_WORK INSTRUCTIONS_.
Search through the entries for the word "leave" and copy every line that has it.

_EXTRACTED ENTRIES_.

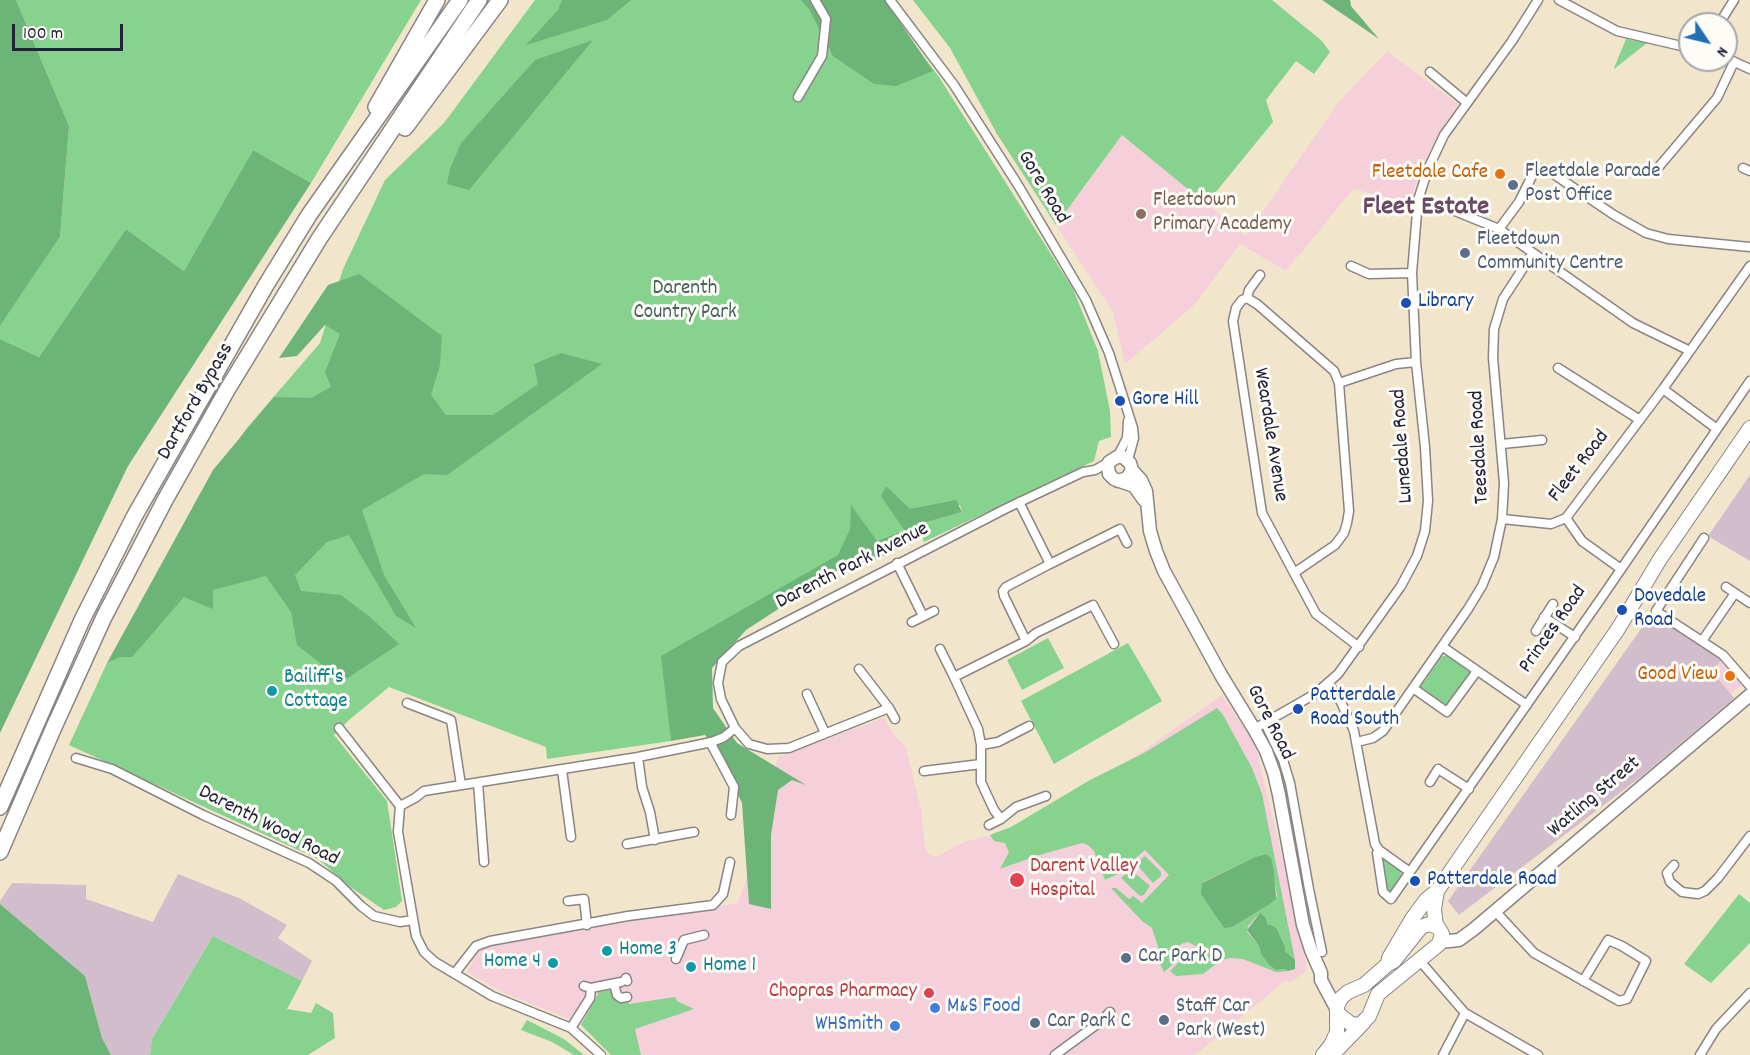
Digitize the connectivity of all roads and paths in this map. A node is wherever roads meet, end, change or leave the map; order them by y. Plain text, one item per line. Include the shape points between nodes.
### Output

* * *

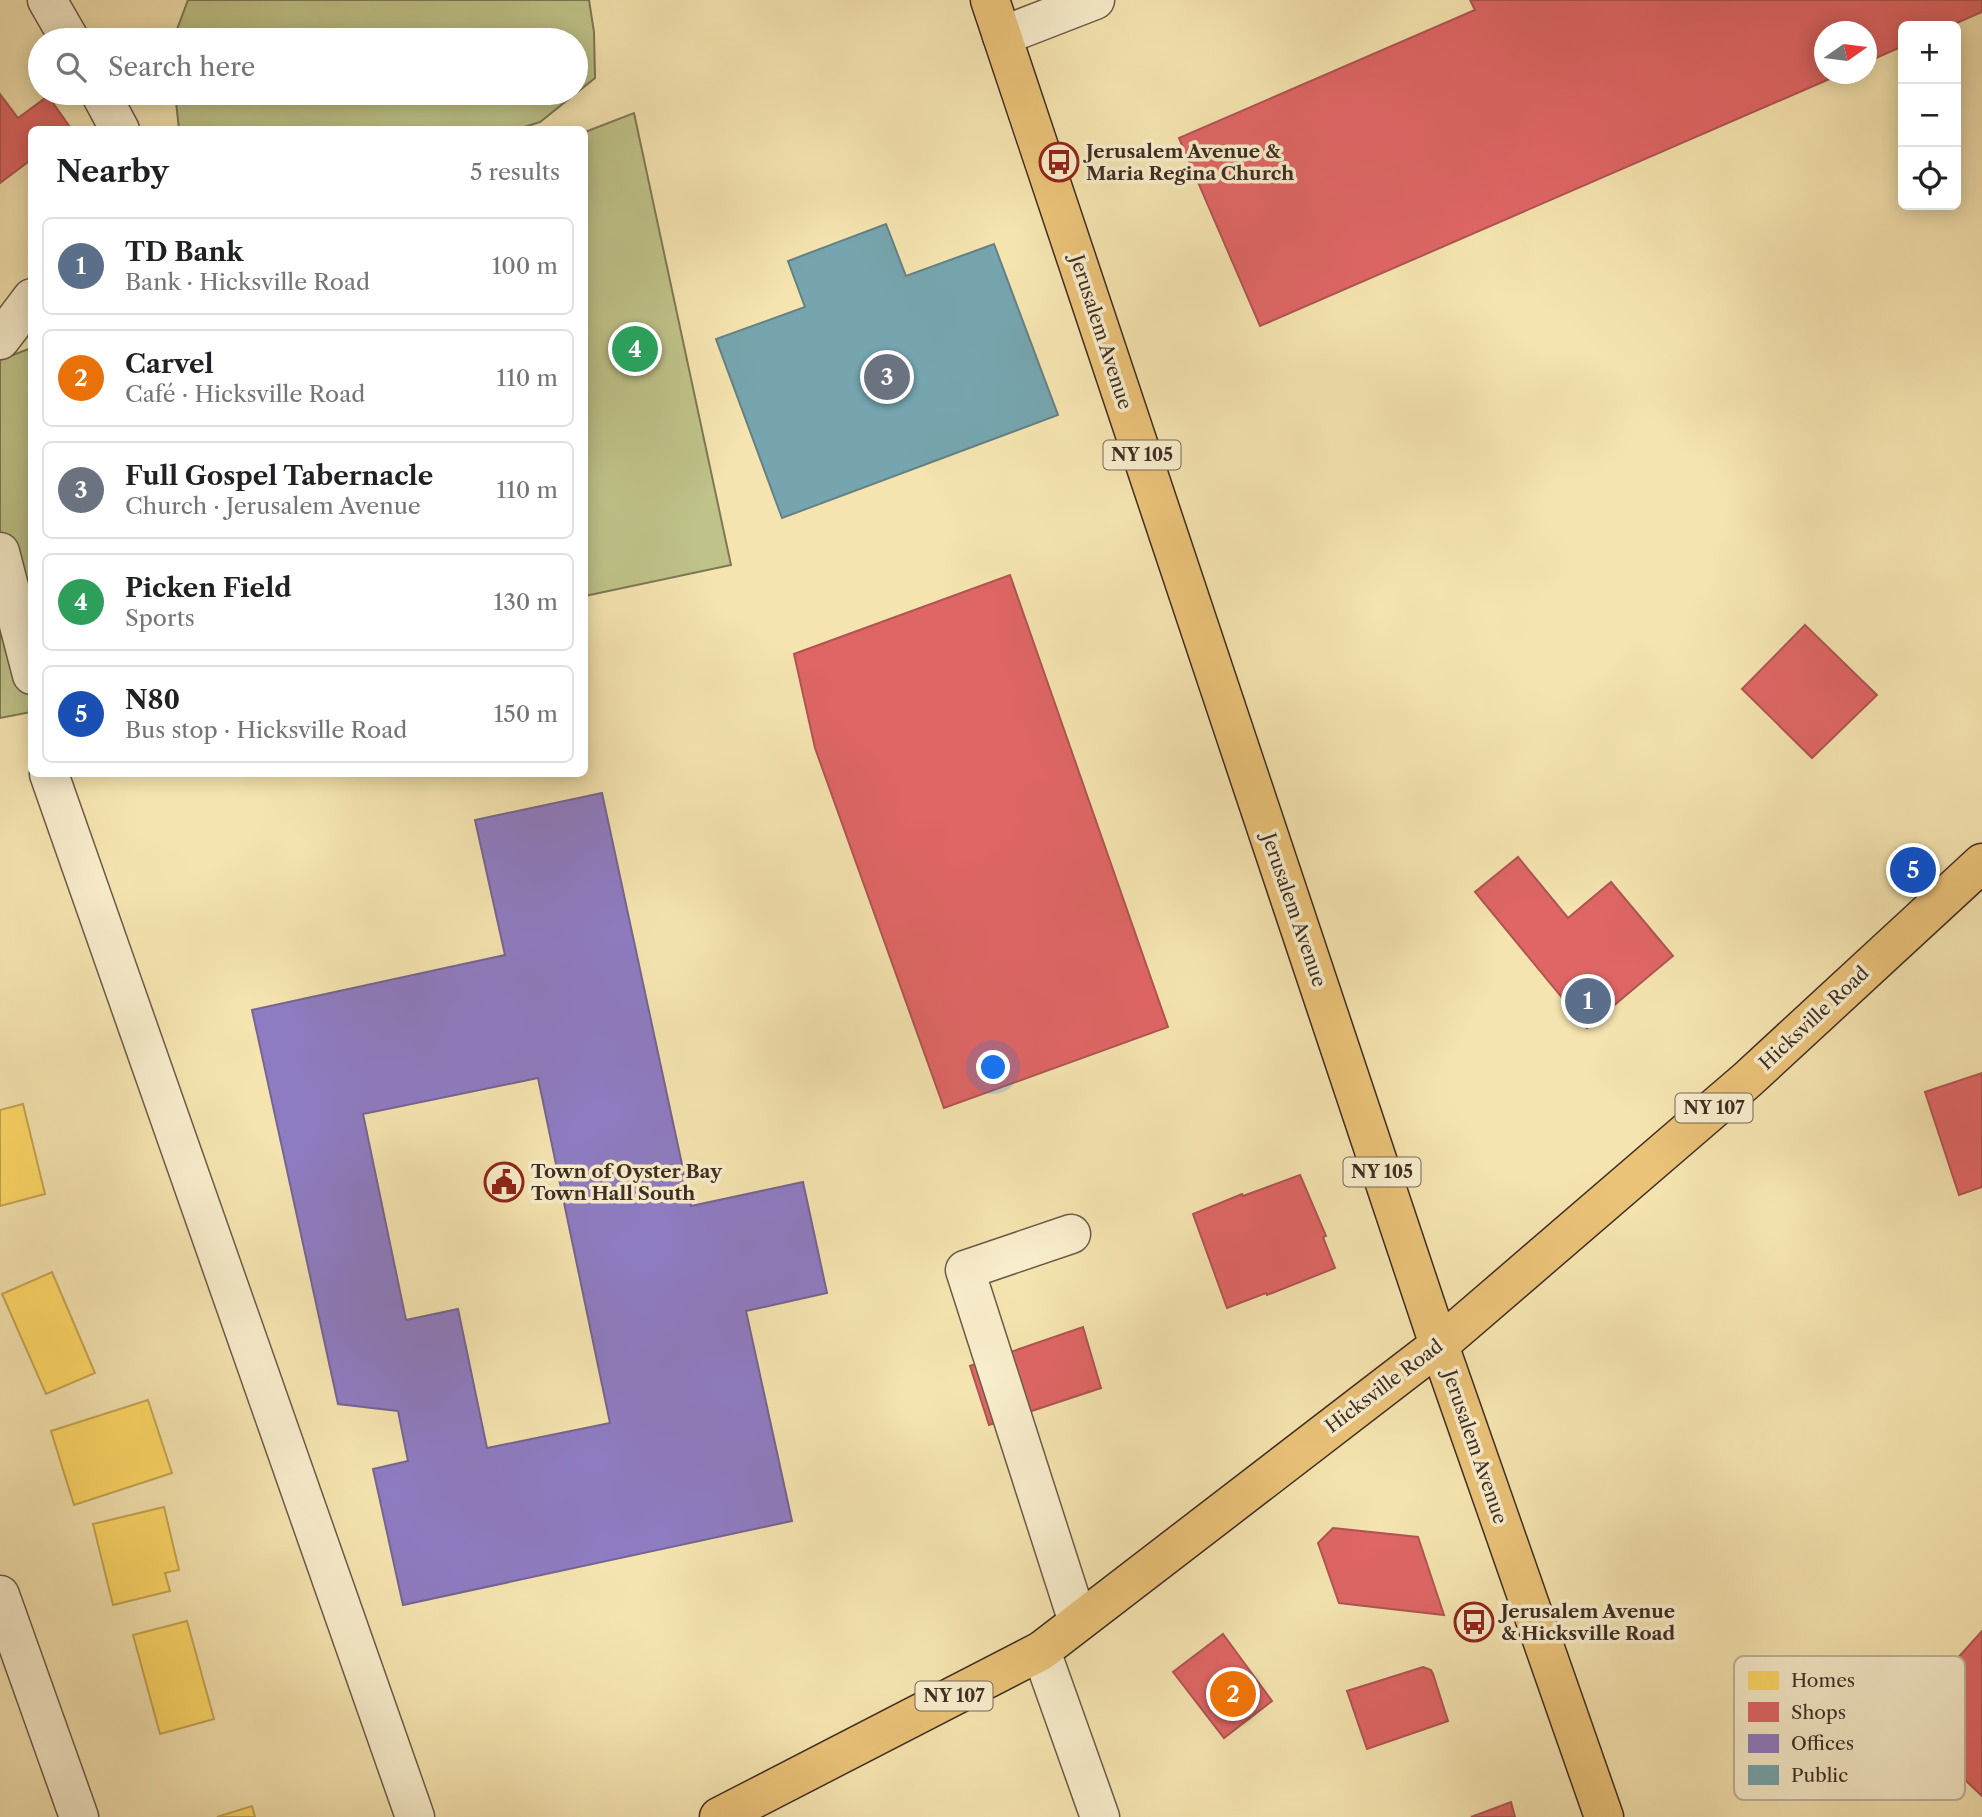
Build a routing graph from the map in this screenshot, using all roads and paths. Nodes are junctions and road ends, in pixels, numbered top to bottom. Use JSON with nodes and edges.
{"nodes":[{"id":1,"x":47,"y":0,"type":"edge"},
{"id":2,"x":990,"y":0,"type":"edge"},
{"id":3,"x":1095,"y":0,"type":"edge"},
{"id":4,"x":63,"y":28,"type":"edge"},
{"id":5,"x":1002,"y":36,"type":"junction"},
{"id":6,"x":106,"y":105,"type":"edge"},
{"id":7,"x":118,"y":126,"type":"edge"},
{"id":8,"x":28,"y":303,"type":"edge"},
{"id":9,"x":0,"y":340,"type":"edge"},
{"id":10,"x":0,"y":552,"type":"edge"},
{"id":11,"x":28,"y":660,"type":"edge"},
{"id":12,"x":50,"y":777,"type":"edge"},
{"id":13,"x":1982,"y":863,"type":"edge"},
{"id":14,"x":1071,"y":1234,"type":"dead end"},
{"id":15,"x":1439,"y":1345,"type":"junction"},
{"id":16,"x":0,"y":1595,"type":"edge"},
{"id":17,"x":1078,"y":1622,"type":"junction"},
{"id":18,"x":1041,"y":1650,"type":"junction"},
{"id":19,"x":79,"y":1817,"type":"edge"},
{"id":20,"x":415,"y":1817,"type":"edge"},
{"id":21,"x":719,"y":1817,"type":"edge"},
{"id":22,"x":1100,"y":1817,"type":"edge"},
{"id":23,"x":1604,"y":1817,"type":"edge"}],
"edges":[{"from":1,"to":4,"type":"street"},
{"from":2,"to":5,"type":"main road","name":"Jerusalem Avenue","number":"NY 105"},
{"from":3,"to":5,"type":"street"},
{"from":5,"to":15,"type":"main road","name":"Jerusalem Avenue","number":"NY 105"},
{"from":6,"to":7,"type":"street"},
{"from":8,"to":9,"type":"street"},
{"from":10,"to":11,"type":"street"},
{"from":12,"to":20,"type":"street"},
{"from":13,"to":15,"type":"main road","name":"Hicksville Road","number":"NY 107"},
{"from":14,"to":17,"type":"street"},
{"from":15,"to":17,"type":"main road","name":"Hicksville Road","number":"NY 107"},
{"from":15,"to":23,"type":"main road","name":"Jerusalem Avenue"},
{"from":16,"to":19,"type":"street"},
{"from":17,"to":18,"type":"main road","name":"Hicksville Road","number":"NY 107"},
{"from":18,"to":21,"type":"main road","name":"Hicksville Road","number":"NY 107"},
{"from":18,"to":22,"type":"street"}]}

--

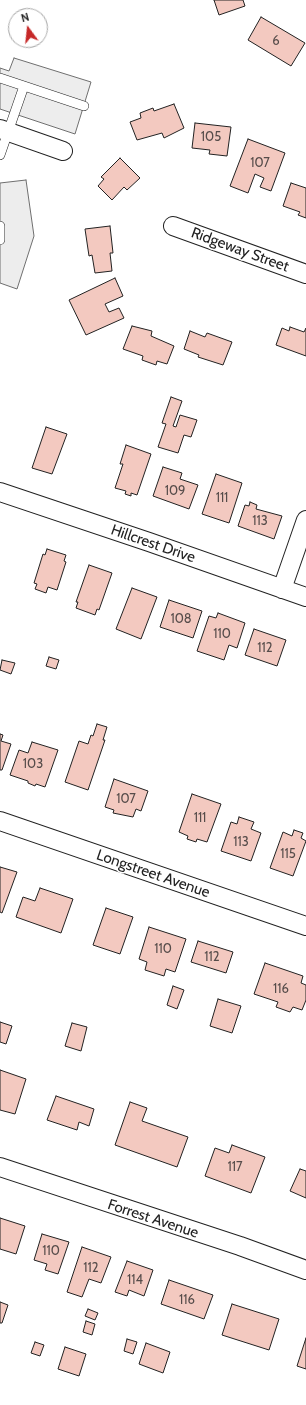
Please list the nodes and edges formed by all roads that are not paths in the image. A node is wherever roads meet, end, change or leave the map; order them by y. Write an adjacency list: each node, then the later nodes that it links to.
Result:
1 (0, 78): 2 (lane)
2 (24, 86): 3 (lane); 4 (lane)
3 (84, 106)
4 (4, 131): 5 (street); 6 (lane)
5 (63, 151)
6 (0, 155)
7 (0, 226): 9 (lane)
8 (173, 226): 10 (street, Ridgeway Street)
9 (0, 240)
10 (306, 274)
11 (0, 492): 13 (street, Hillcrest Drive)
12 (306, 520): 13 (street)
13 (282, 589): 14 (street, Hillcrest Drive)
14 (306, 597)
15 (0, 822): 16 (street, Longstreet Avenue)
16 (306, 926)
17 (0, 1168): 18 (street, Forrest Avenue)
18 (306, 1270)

_RESPONSE BOX_.
Digitize the connectivity of all roads and paths in this map. A node is wherever roads meet, end, change or leave the map; order them by y. Plain text, one item per line. Include the shape points between nodes.
Please list the nodes and edges formed by all roads that are not paths in the image. A node is wherever roads meet, end, change or leave the map; order them by y. Write an adjacency list: each node, then the later nodes that it links to.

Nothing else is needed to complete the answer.